### Task brief
All of the entries below should be printed exactly; the pictures are to be left out.

# # # # #

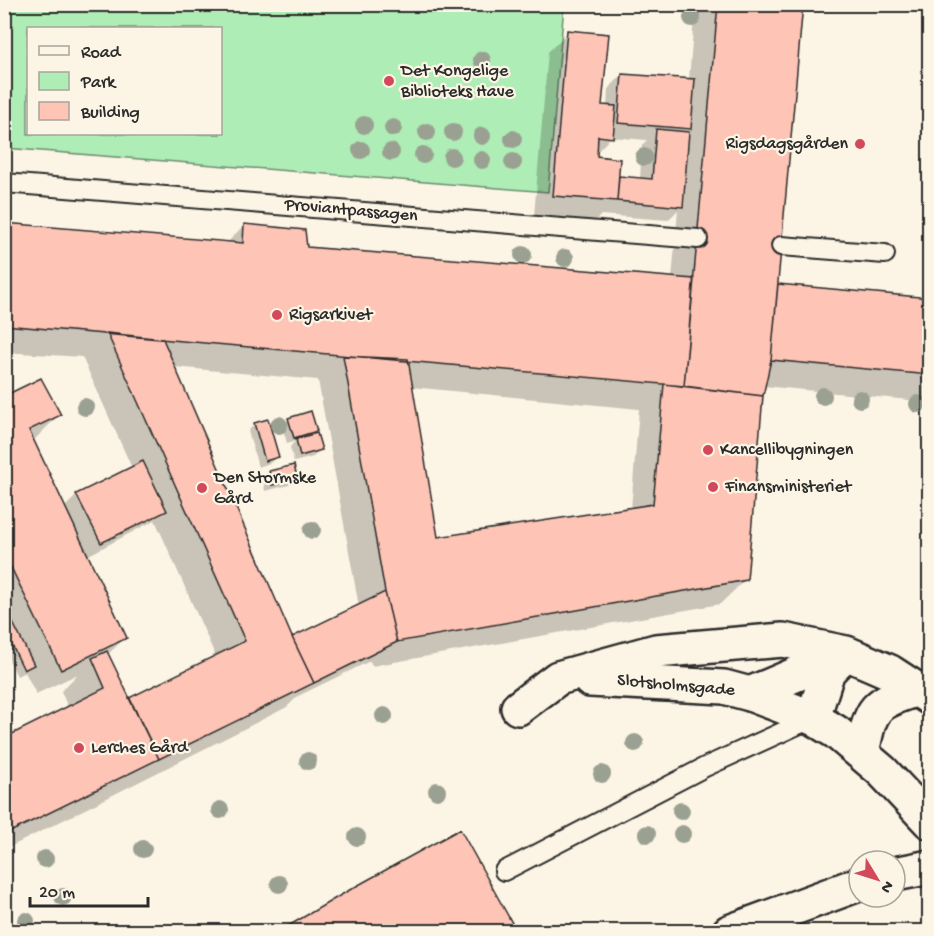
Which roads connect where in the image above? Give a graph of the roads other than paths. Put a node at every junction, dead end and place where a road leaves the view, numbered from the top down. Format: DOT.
graph roads {
  1 [pos="4,183"];
  2 [pos="698,239"];
  3 [pos="781,246"];
  4 [pos="885,254"];
  5 [pos="846,653"];
  6 [pos="558,678"];
  7 [pos="750,694"];
  8 [pos="924,694"];
  9 [pos="518,708"];
  10 [pos="813,718"];
  11 [pos="862,753"];
  12 [pos="930,822"];
  13 [pos="930,867"];
  14 [pos="504,871"];
  15 [pos="907,872"];
  16 [pos="847,888"];
  17 [pos="729,932"];
  1 -- 2 [label="lane, Proviantpassagen"];
  3 -- 4 [label="lane"];
  5 -- 6 [label="street, Slotsholmsgade"];
  5 -- 7 [label="street"];
  5 -- 8 [label="street, Slotsholmsgade"];
  5 -- 10 [label="street"];
  6 -- 7 [label="street, Slotsholmsgade"];
  6 -- 9 [label="street, Slotsholmsgade"];
  7 -- 10 [label="street, Slotsholmsgade"];
  8 -- 11 [label="street"];
  10 -- 11 [label="street, Slotsholmsgade"];
  10 -- 14 [label="lane"];
  11 -- 12 [label="street, Slotsholmsgade"];
  13 -- 15 [label="street"];
  16 -- 17 [label="street"];
}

# # # # #

### Result
Which roads connect where in the image above? Give a graph of the roads other than paths. Put a node at every junction, dead end and place where a road leaves the view, numbered from the top down. Format: DOT.
graph roads {
  1 [pos="4,183"];
  2 [pos="698,239"];
  3 [pos="781,246"];
  4 [pos="885,254"];
  5 [pos="846,653"];
  6 [pos="558,678"];
  7 [pos="750,694"];
  8 [pos="924,694"];
  9 [pos="518,708"];
  10 [pos="813,718"];
  11 [pos="862,753"];
  12 [pos="930,822"];
  13 [pos="930,867"];
  14 [pos="504,871"];
  15 [pos="907,872"];
  16 [pos="847,888"];
  17 [pos="729,932"];
  1 -- 2 [label="lane, Proviantpassagen"];
  3 -- 4 [label="lane"];
  5 -- 6 [label="street, Slotsholmsgade"];
  5 -- 7 [label="street"];
  5 -- 8 [label="street, Slotsholmsgade"];
  5 -- 10 [label="street"];
  6 -- 7 [label="street, Slotsholmsgade"];
  6 -- 9 [label="street, Slotsholmsgade"];
  7 -- 10 [label="street, Slotsholmsgade"];
  8 -- 11 [label="street"];
  10 -- 11 [label="street, Slotsholmsgade"];
  10 -- 14 [label="lane"];
  11 -- 12 [label="street, Slotsholmsgade"];
  13 -- 15 [label="street"];
  16 -- 17 [label="street"];
}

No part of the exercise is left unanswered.